Let ~S~ denote the number of different speed limits occurring. It is clear that ~S \le 500~. Construct a new graph with ~N \times S~ vertices, each one ~(n, v)~ corresponding to the state of being at crossing ~n~ and having speed ~v~. There is a directed edge from vertex ~(n_1, v_1)~ to vertex ~(n_2, v_2)~ if and only if there is a road ~r~ from crossing ~n_1~ to crossing ~n_2~ and one of the following holds:

1. ~V(r) = v_2~
2. ~V(r) = 0~ and ~v_1 = v_2~

If the weight of the edge is ~\frac{L(r)}{v_1}~, then the original problem exactly corresponds to finding the shortest path in the new graph from ~(0, 70)~ to ~(D, v)~ with ~v~ arbitrary.

To find the shortest path, Dijkstra's algorithm can be used. The graph does not have to be constructed explicitly. In a typical instance, many of the vertices will not be reached since they have a much longer travel time than the destination. To solve all test cases, a priority queue must be implemented, for example by using a heap or a binary heap.

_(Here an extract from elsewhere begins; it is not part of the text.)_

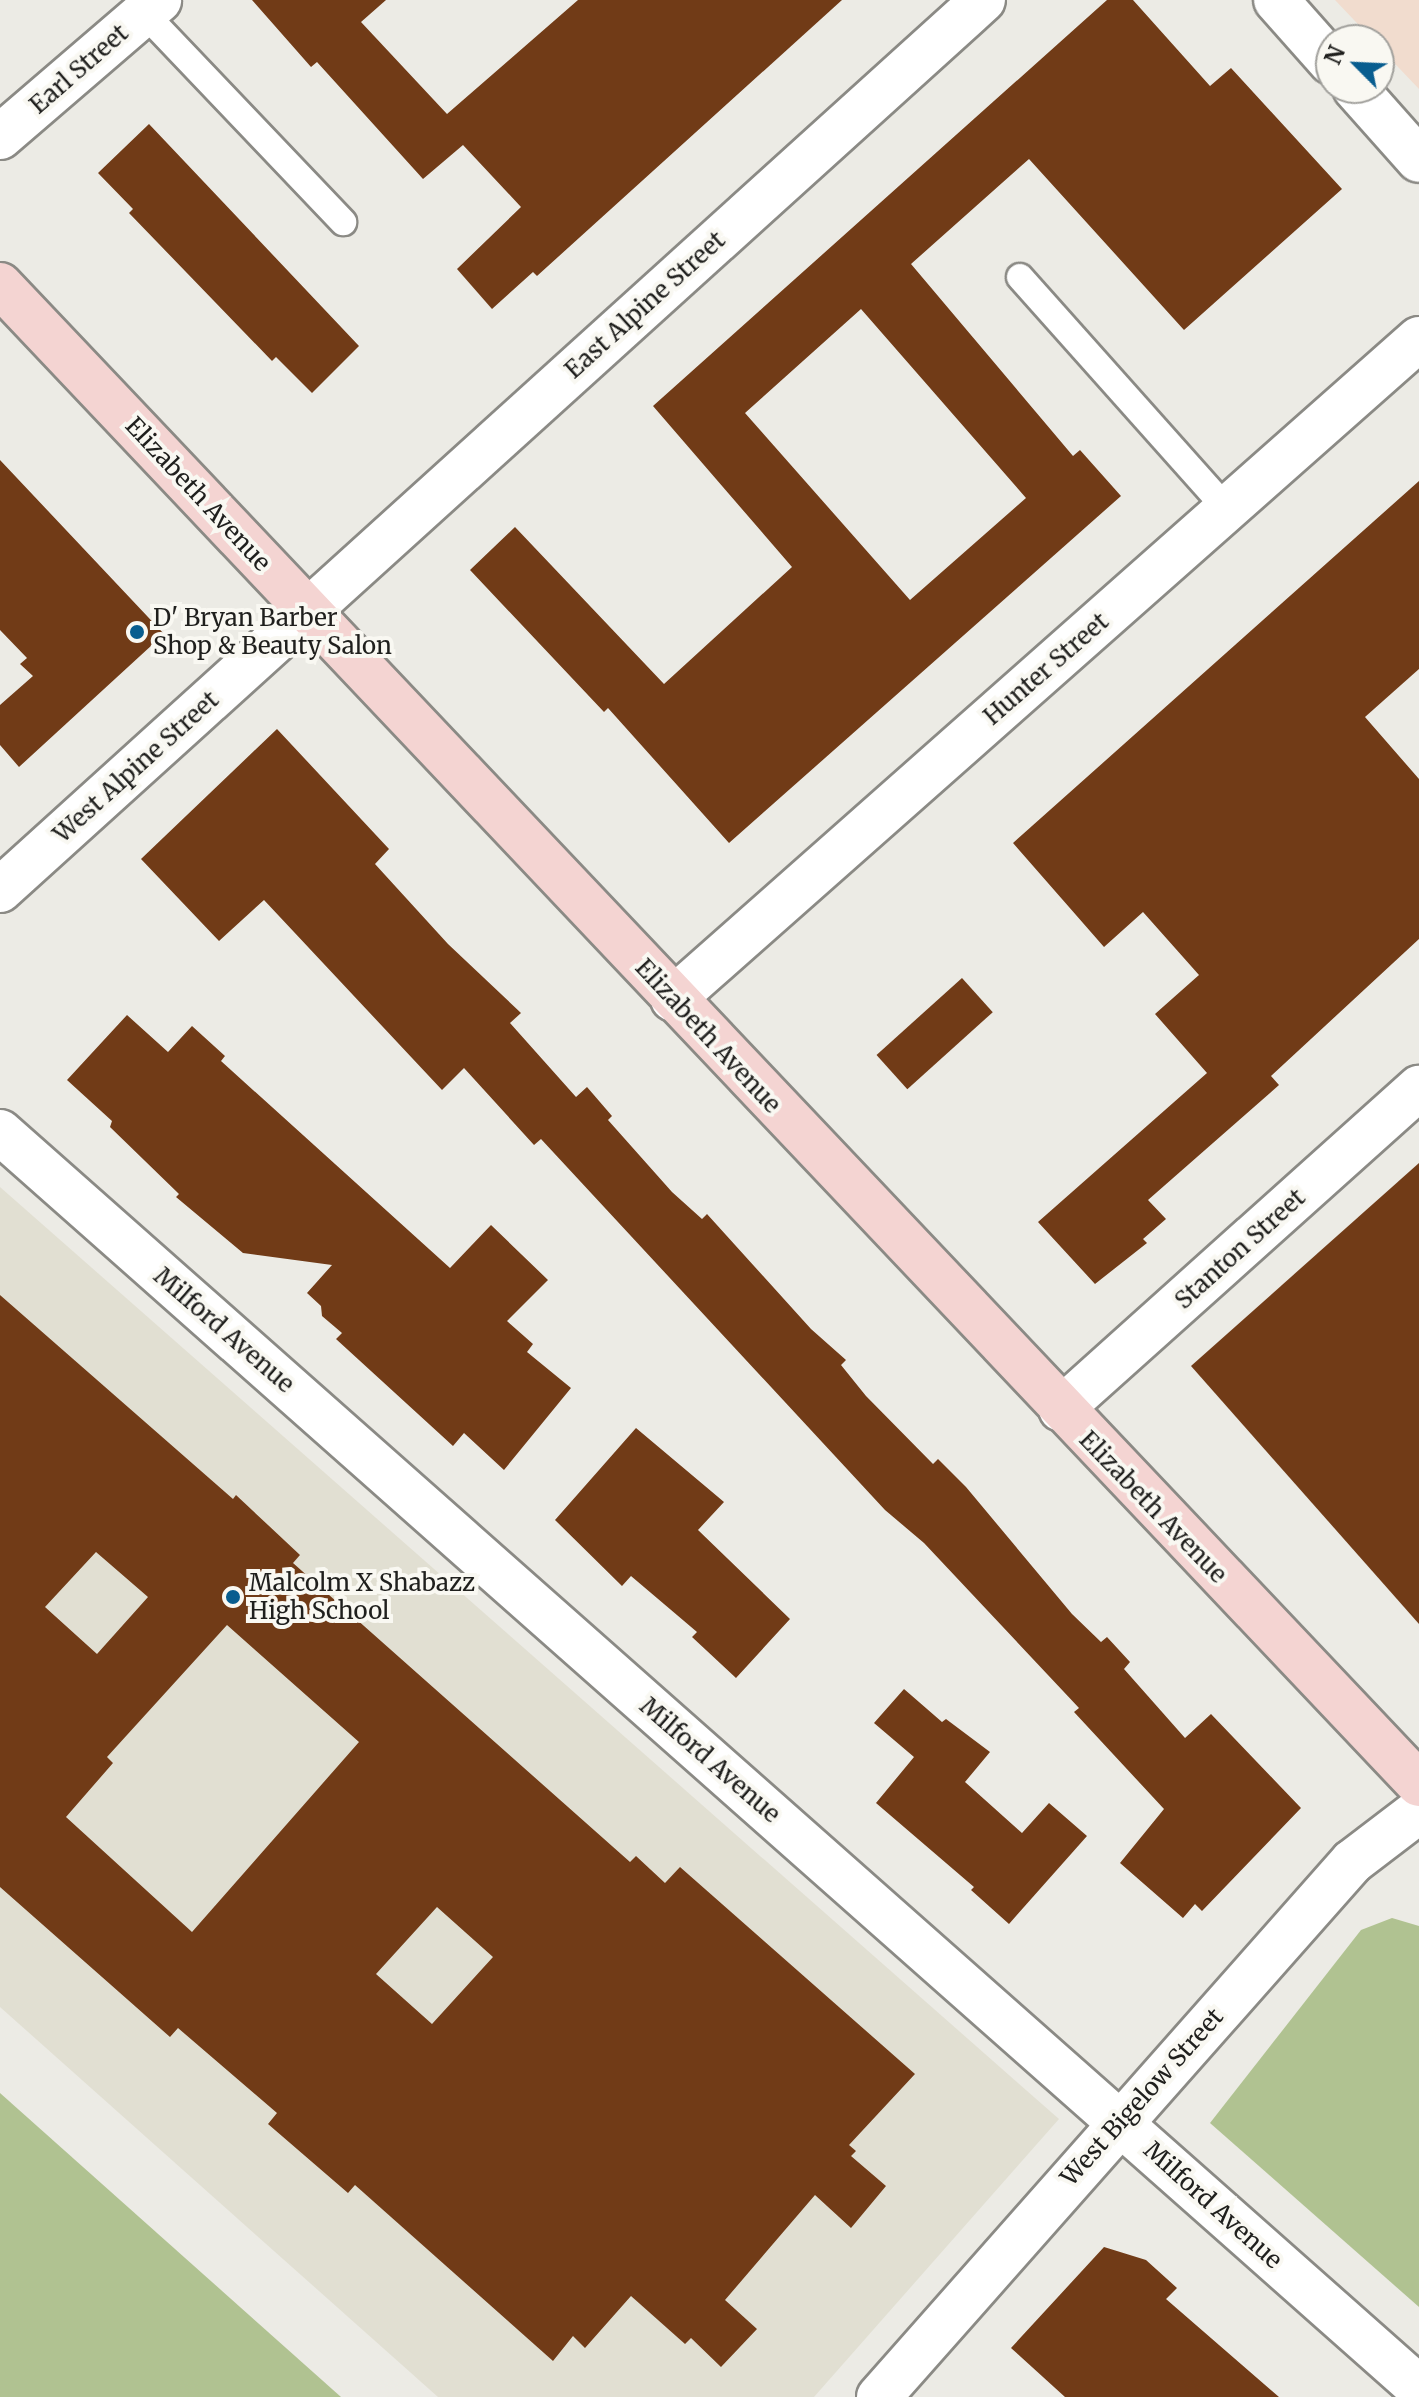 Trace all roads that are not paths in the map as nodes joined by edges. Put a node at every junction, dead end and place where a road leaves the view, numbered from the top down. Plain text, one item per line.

The test cases distinguish between

1. a recursive solution
2. a clever recursive solution which saves the best path length for given crossing and speed
3. Dijkstra's shortest path with a normal array
4. Dijkstra's shortest path with a priority queue

The maximum number of crossings (~150~) and velocities (~500~) are chosen because even the fourth solution starts to take a long time in that region.